Melaleuca lophocoracorum is a special plant that belongs to the myrtle family. You can only find it in a small area of the Ravenshoe State Forest, near Ravenshoe in Queensland, Australia. This plant was only officially named in 2013. It grows as a shrub or a small tree and has unique twisted leaves. In summer, it produces lovely cream-coloured flowers. It looks a bit like two other plants, Melaleuca squamophloia and Melaleuca styphelioides.

What Melaleuca lophocoracorum Looks Like

Melaleuca lophocoracorum can grow into a shrub or a small tree, reaching up to 10 m (30 ft) tall. Its leaves are arranged one after another along the stem. Each leaf is about 2.8–8.5 mm (0.1–0.3 in) long and 2.7–3.8 mm (0.11–0.15 in) wide. They are shaped like an egg, but they are also twisted. The leaves narrow down to a sharp point, but it's not prickly.

Flowers and Fruit

The flowers of this plant are cream-coloured. They grow in spikes at the ends of branches, and also along the sides of the branches. Even after the flowers bloom, the branches keep growing! These flower spikes are about 18 mm (0.7 in) across and 25 mm (1 in) long. Each spike has 3 to 9 groups of flowers, with three flowers in each group.

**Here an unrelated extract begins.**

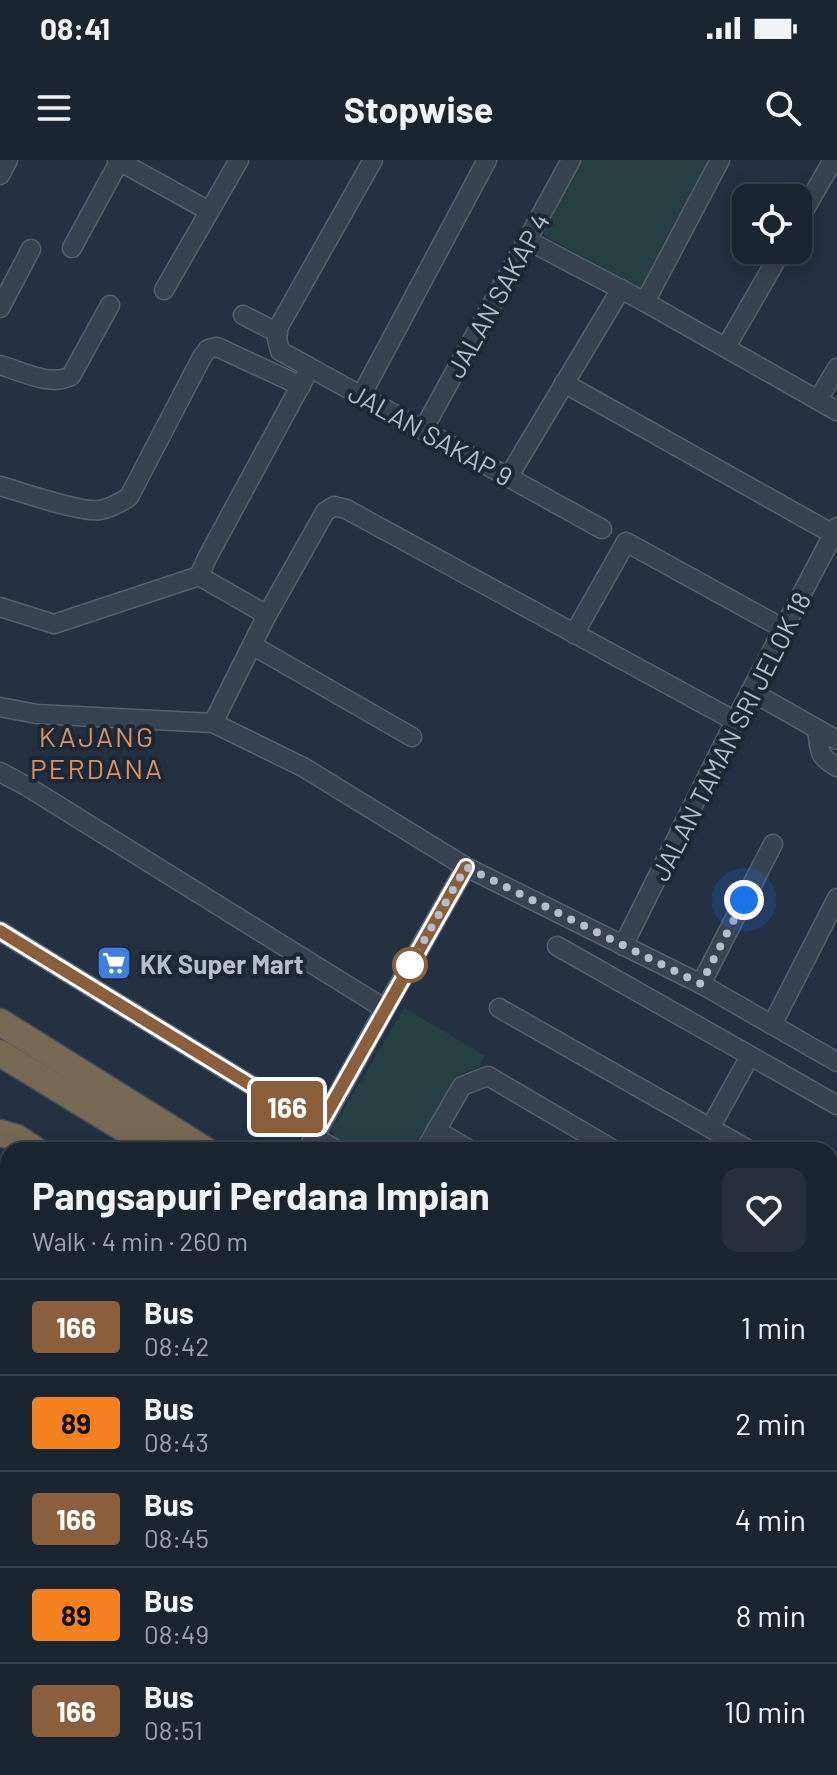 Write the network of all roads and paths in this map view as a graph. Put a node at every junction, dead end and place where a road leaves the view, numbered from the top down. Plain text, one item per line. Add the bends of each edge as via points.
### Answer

Inside the flowers, there are stamens (the parts that make pollen). These stamens are grouped into five bundles around the flower. Each bundle has 15 to 25 stamens. You can see these flowers in December and January. After the flowers, the plant grows woody capsules (fruit) that are about 2.6–3.1 mm (0.10–0.12 in) long. These fruits hold the seeds for more than three years! They only release the seeds if the plant burns or the part of the plant with the fruit dies. The sepals (small leaf-like parts under the flower) stay on the fruit like little teeth for over a year.

How Melaleuca lophocoracorum Got Its Name

Melaleuca lophocoracorum was first found in 2012. It was officially described and named in 2013 by three scientists: Andrew Ford, Lyn Craven, and Joe Brophy. They wrote about it in a science journal called Telopea. They found the first plant sample on a walking path near Bally Knob, close to Ravenshoe.

Meaning of the Name

The second part of its scientific name, lophocoracorum, comes from two Ancient Greek words. Lophos means "crest" (like the top of a hill), and korax means "raven". This is a clever way to name it after "Ravenshoe." That's because "hoe" in "Ravenshoe" originally meant "ridge" or "crest of a hill." So, lophocoracorum basically means "Ravenshoe"!

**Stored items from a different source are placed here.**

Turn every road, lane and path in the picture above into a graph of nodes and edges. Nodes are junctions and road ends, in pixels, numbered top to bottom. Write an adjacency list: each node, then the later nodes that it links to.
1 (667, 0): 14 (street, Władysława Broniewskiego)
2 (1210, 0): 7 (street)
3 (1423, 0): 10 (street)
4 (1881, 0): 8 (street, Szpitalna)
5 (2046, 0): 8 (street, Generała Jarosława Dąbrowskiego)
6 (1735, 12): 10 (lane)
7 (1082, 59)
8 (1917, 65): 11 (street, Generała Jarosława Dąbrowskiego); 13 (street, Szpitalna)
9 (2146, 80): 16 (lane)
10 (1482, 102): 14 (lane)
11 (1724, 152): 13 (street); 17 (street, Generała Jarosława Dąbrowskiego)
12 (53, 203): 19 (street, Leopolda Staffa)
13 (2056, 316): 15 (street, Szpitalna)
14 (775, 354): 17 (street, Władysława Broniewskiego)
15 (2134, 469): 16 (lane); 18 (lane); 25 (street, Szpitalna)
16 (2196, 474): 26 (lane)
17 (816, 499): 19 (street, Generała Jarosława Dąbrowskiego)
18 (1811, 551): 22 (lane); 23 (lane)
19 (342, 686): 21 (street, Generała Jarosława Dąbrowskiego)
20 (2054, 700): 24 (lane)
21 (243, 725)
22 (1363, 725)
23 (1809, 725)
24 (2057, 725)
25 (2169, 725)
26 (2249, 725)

Melaleuca lophocoracorum 02
M.lophocoracorum fruit
Melaleuca lophocoracorum 03
M.lophocoracorum foliage

Where Melaleuca lophocoracorum Lives

This special melaleuca plant is only found in a very small area, less than 1 km2 (0.4 sq mi), near Ravenshoe. Scientists believe there are no more than 600 of these individual plants in total. It grows in forests, usually in wet or swampy soil. This soil is often found on rhyolite rock near creeks. It seems that how big the plants grow depends on how deep the soil is where they live.